My dog has just died. I loved him. It makes me sad.

This statement is not true: my dog was not my dog. He was my cousin's dog. He came to live with my family when my cousin was very small. I was sleeping that week in the same bedroom with my little cousin to keep her company, since her mother was travelling for work and she was not used to sleep alone in her room. The first day the dog was with us he cried the whole night, missing his mom. The only way I could manage to make the puppy to keep quiet and not to wake up my little cousin was to give him my hand to chew on. That made him happy. Eventually, he fell asleep. My hand was scratched for weeks. That first night created a strong bond between us, or at least I thought it did. Even when I did not name him or owned him or took care of him, I started calling him my dog.

The statement, though, is still not true. He did not just die. He died last Monday, two days ago, but I just heard the news. My aunt just told me via chat. I knew he was sick, so it came as no surprise. He was also old, for a dog. I left Havana when he was 2 years old. He died when he was 12. I guess the distance in time and space gives me the license to round up the facts.
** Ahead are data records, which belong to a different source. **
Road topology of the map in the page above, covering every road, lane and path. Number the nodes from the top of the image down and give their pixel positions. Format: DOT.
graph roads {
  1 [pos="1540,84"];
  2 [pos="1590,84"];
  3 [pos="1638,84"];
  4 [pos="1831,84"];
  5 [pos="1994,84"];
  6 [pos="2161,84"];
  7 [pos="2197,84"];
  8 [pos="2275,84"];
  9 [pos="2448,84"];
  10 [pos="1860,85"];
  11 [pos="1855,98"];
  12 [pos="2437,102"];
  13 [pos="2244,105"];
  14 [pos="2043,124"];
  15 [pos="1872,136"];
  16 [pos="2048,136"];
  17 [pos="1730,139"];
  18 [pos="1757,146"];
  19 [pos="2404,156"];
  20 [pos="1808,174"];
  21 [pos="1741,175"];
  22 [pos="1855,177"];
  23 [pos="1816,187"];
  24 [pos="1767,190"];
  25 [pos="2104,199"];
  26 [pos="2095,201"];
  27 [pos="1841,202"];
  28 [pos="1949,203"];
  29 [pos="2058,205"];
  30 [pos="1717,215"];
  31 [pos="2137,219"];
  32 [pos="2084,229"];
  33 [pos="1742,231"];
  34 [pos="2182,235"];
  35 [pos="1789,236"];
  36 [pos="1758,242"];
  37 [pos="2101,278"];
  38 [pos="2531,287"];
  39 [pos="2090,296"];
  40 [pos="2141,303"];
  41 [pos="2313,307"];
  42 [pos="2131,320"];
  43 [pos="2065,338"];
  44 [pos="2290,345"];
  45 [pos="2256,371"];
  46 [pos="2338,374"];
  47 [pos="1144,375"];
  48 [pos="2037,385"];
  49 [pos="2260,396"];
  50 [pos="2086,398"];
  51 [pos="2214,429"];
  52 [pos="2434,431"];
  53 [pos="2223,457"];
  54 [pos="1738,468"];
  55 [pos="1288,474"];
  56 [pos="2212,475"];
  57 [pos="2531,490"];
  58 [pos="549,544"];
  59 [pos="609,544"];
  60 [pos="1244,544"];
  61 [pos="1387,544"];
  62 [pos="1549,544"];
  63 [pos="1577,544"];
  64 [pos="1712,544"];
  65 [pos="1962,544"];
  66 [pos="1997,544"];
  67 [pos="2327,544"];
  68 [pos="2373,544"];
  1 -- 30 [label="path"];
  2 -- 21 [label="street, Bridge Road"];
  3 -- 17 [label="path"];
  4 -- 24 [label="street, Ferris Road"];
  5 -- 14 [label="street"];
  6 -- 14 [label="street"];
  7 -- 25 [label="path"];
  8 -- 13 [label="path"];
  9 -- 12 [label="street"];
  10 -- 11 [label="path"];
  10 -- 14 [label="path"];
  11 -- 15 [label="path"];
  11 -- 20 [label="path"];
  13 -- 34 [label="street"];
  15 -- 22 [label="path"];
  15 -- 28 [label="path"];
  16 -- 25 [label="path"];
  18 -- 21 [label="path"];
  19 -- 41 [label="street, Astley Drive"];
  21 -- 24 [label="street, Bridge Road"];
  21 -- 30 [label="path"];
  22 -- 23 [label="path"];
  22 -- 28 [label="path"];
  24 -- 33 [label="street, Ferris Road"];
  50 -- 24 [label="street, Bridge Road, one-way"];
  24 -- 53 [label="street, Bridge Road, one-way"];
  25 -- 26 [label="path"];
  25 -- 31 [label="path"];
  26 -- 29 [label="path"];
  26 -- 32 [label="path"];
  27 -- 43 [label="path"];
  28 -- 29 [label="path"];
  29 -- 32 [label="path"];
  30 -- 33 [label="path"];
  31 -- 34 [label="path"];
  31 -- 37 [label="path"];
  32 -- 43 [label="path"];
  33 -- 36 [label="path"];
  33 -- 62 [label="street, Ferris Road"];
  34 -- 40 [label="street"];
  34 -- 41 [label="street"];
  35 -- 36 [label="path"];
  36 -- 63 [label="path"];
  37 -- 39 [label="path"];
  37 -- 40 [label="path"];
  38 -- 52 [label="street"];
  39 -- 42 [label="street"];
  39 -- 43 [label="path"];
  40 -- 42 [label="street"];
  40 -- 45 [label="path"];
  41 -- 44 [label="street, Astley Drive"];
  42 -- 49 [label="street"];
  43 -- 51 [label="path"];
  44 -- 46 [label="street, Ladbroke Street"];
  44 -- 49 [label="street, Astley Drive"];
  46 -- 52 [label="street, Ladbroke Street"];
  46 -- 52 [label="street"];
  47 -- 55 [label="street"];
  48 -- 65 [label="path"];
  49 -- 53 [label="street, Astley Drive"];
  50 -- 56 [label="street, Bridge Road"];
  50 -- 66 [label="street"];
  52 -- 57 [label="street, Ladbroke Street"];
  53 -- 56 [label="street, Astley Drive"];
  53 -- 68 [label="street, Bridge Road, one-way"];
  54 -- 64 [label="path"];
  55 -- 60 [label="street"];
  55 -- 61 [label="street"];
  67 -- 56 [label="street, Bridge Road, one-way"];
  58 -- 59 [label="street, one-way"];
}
Like it gives me the license to claim I loved him - yet another falseness in the statement - even when I left him behind ten years ago. Surely I can ignore the two days it took for the news to travel to me. Surely I can ignore the forty-eight hours I chose to ignore he was sick, knowing he might die, and not to inquire for his health.

I guess I will always live two days behind. Death news will take two days to reach me. I will always be two days too busy to get them, to make time to listen to them. My loved ones will always live two extra days in my live. I will always have the luxury to neglect them for two full extra days.

But, nevertheless, the statement still stands false. His death does not make me sad. The pain of love, like any other pain, can be learnt to be lived with. I left my dog ten years ago. I have had ten years to learn how to forget him, or at least how to live without him. I had ten years to practice this day. And I did. Now I won't miss his cold nose on my arm asking for scraps at the end of the dinner. I won't miss his smile when I called him good dog. I won't miss his soft snoring noises under the sofa. I won't miss his lazy body blocking the exit to the balcony while he bathes in the sun. I won't miss him waking me up in the mornings, breathing on my face, licking my hand. I won't miss him. I have learnt how to not to. I had to. He became part of the Pandora box I rather not open. He is part of the box of photos I rather keep at the top of the closet, safe but tucked away. He is the photo at the bottom, that got so faded that one cannot distinguish what it portraits anymore. Now he is only a memory. His death does not make me sad. It makes me frightened.

My past is a stack of yellowing Polaroids, slowly but surely fading. Slowly the horizon of my live creeps in, making my life shorter, erasing my past like the dark quiet waves erase, at night, the sand castles that children leave behind on the beach. One day my memory will fade too, with the stress of the now, and the decay that comes with old age and the chemical corrosion of life preserving medication. One day the memory of my dog will be no more, not even in my mind. One day I will be sure I never had a dog with a cold nose that chew on my hand to fall asleep. One day I will be sure I never had a dog and he will not be there anymore to prove me wrong.

So, while I still have the memories, I'll stand true by my lie, validated by relativism: my dog, indeed, just died. I did love him. And it makes me sad.